The overarching goal of the QFT is to teach students to develop and ask questions that facilitate their learning and help them take ownership of their education. The underlying goal is to help students develop three different kinds of thinking:  Divergent thinking, or activating their creativity Convergent thinking, or enabling their analytical abilities Metacognition, or becoming aware of and reflective about their own thinking An additional goal is to encourage “micro-democracy,” or the practice of raising one’s voice in small contexts like a college classroom, an academic conference, or a public planning meeting. The QFT has been shown to improve debate and advance understanding of the topics to which it is applied.


The QFT begins with a prompt from the instructor, then students work in groups to come up with as many questions as they can about the prompt. They are given time to categorize, revise, and prioritize their questions. Then the instructor provides the application step.     The QFT includes seven steps:  Establishing a “QFocus” or topic on which students can focus their questions Using four guidelines for question formulation Ask lots of questions Do not discuss, judge, or answer questions Record questions precisely as initially stated Change statements into questions Differentiating between open- and close-ended questions Revising questions Prioritizing questions Applying questions to an assigned task (research, experiment, lab work, discussion, debate) Reflecting on learning content and process Most of the steps take only 4-8 minutes, and the first five can be completed in less than one class period.

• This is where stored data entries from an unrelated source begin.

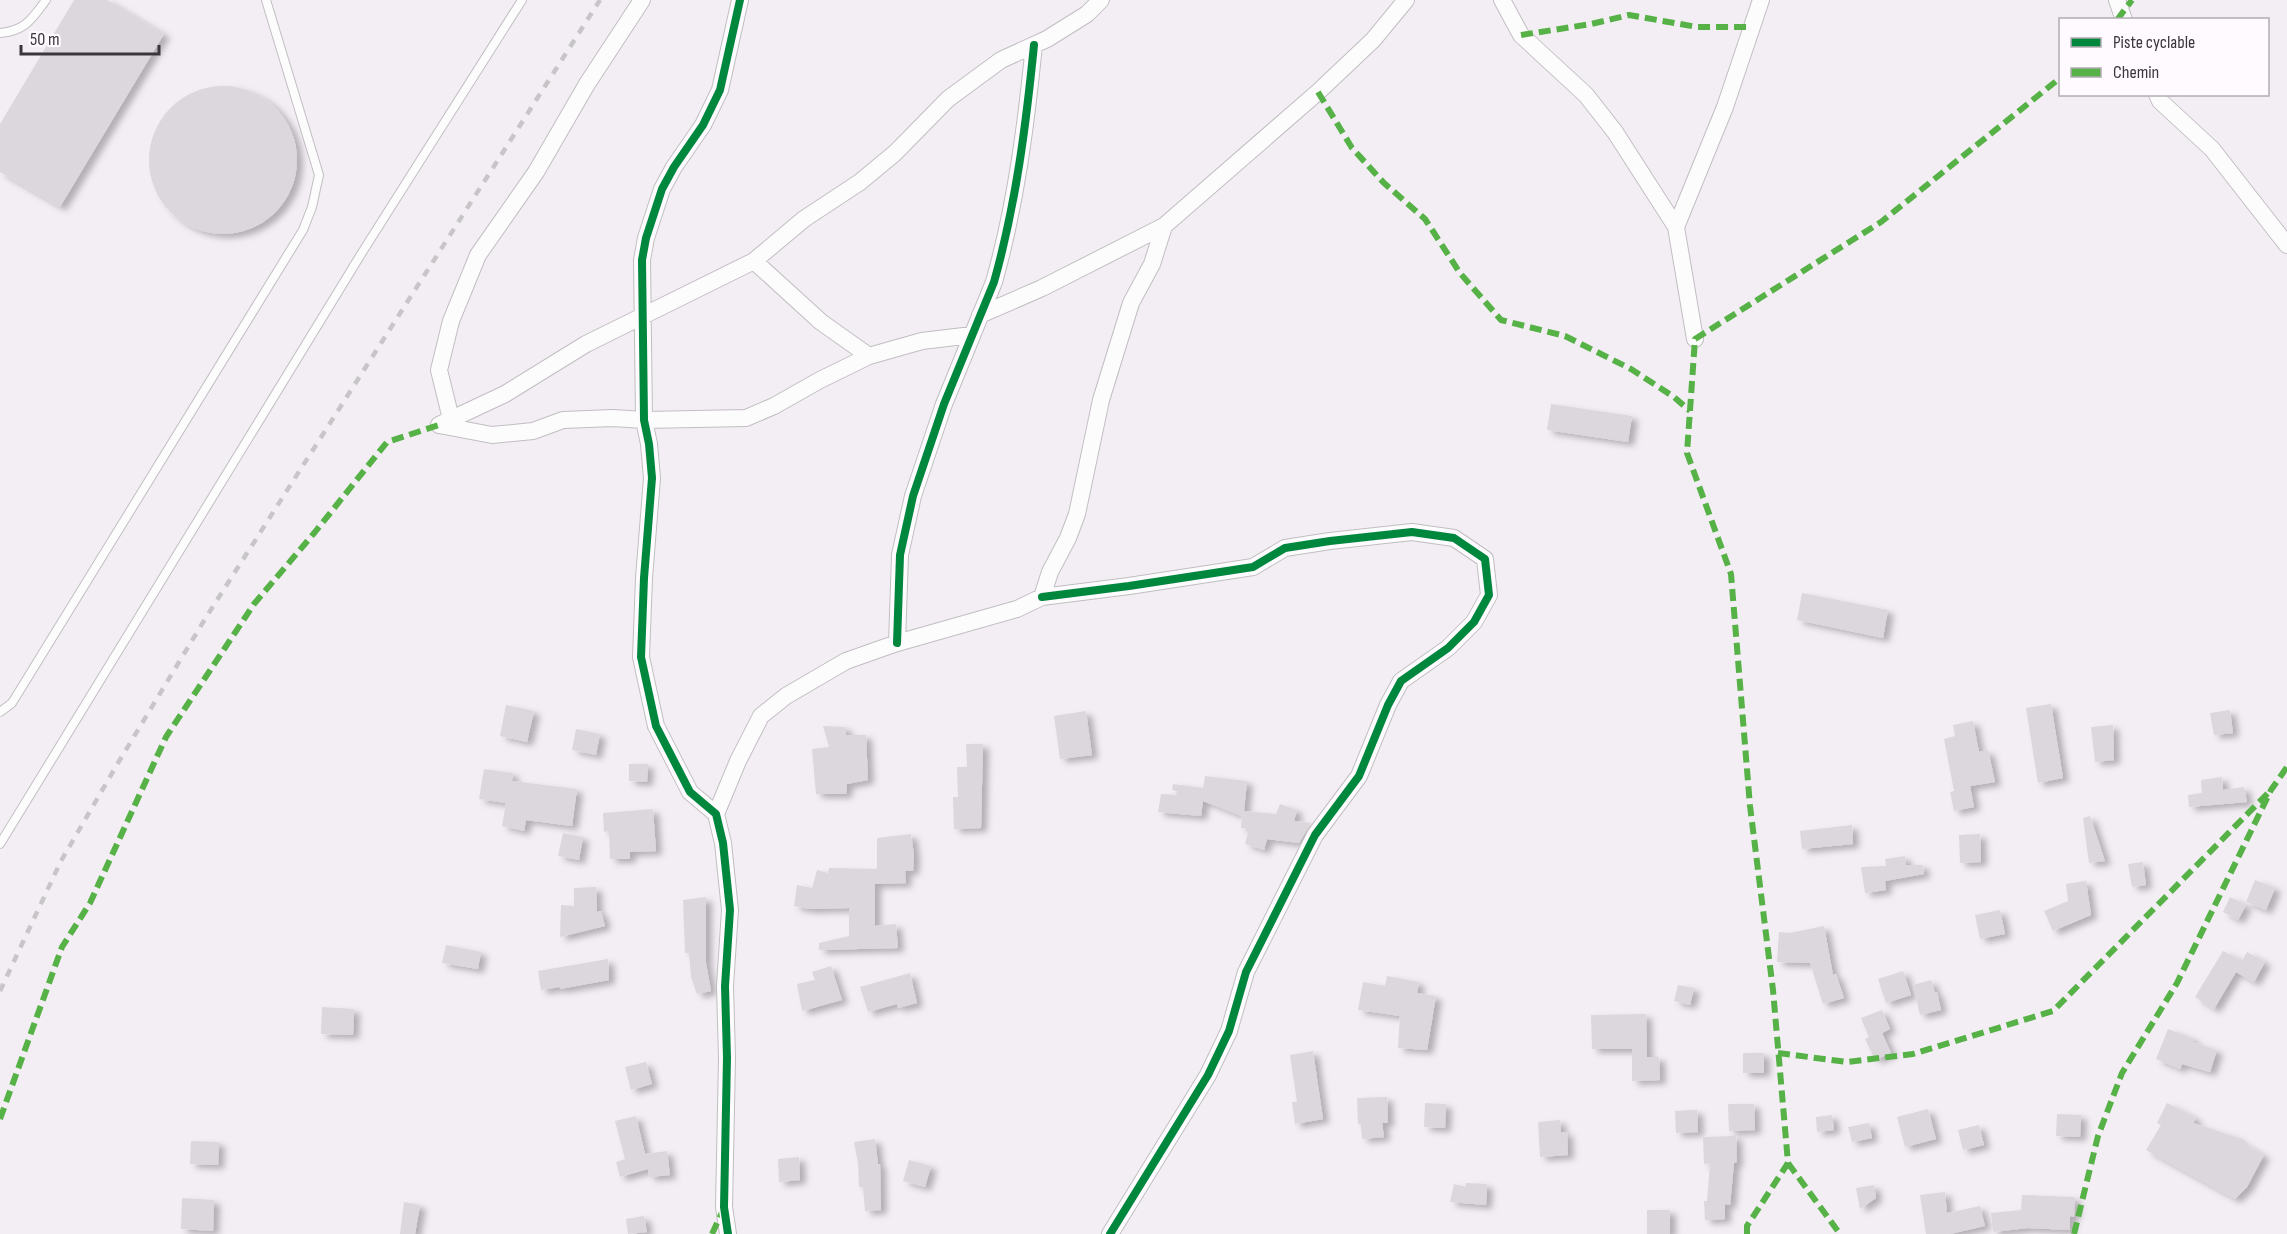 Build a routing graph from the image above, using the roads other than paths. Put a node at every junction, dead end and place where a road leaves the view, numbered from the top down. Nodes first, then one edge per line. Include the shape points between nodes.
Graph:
1 (46, 0) edge
2 (266, 0) edge
3 (522, 0) edge
4 (642, 0) edge
5 (740, 0) edge
6 (1101, 0) edge
7 (1406, 0) edge
8 (1502, 0) edge
9 (1761, 0) edge
10 (2117, 0) edge
11 (2123, 18) edge
12 (0, 33) edge
13 (1034, 45) junction
14 (2158, 96) edge
15 (1164, 226) junction
16 (1676, 227) junction
17 (2287, 245) edge
18 (754, 261) junction
19 (644, 314) junction
20 (980, 315) junction
21 (972, 335) junction
22 (1695, 339) dead end
23 (869, 356) junction
24 (451, 420) junction
25 (644, 420) junction
26 (1042, 597) junction
27 (897, 643) junction
28 (0, 712) edge
29 (716, 814) junction
30 (0, 844) edge
31 (728, 1234) edge
32 (1110, 1234) edge

1 - 12 lane via 28,24
2 - 28 lane via 319,175 312,207 303,230 12,703
3 - 30 lane via 363,251
4 - 24 street via 536,172 478,255 451,321 439,370
5 - 19 street via 720,90 703,125 662,189 646,238 642,260
6 - 13 street via 1087,14
7 - 15 street via 1373,40 1318,92
8 - 16 street via 1521,35 1587,95
9 - 16 street via 1725,107
10 - 11 street
13 - 18 street via 1001,60 948,99 895,153
13 - 20 street via 1010,220 994,282
14 - 17 street via 2212,149
15 - 20 street
15 - 26 street via 1152,264 1131,303 1101,400 1077,514
16 - 22 street
18 - 19 street
18 - 23 street via 821,322
19 - 24 street via 505,394
19 - 25 street
20 - 21 street
21 - 23 street via 922,341
21 - 27 street via 913,496 900,555
23 - 25 street via 746,418
24 - 25 street via 439,425 492,435 532,431 563,420
25 - 29 street via 652,478 641,657 656,726 690,792
26 - 27 street via 1017,609
26 - 32 street via 1253,567 1285,548 1412,532 1454,538 1485,559 1489,595 1474,622 1448,648 1401,681 1359,776 1315,835 1246,972 1229,1030 1208,1075
27 - 29 street via 846,661 786,696 761,716
29 - 31 street via 723,843 729,910 724,1208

This technique can be implemented in any discipline and can be shortened or expanded to suit the learning needs and time constraints of the course. Steps 1-5 can be completed in 45 minutes or less (much less if used as a regular practice). The time for question application (step 6) depends on what the instructor asks students to do with the questions. For example, students could use their questions as a starting point to Develop a lab experiment Design a product or process Write a research paper Deliver a presentation Prepare for an in-class discussion or debate


Developing a suitable QFocus or prompt to start the questioning process may be challenging. The prompt should be narrow in scope and also not give away an instructor’s bias or perspective on a given topic. It should also be very concise. The resources below provide useful examples. Students who are unfamiliar with the QFT might encounter some initial frustration because the process may seem like busywork. Until they have completed the first three or four steps, some students may not see its value. Fortunately, students move through the process quite quickly. The QFT may also be uncomfortable because students are typically conditioned to answer questions posed by an instructor. The idea of coming up with and relying on their own questions may be unfamiliar and make some students feel uneasy. Making the “non-judgment” policy clear (and enforcing it) can help address this challenge.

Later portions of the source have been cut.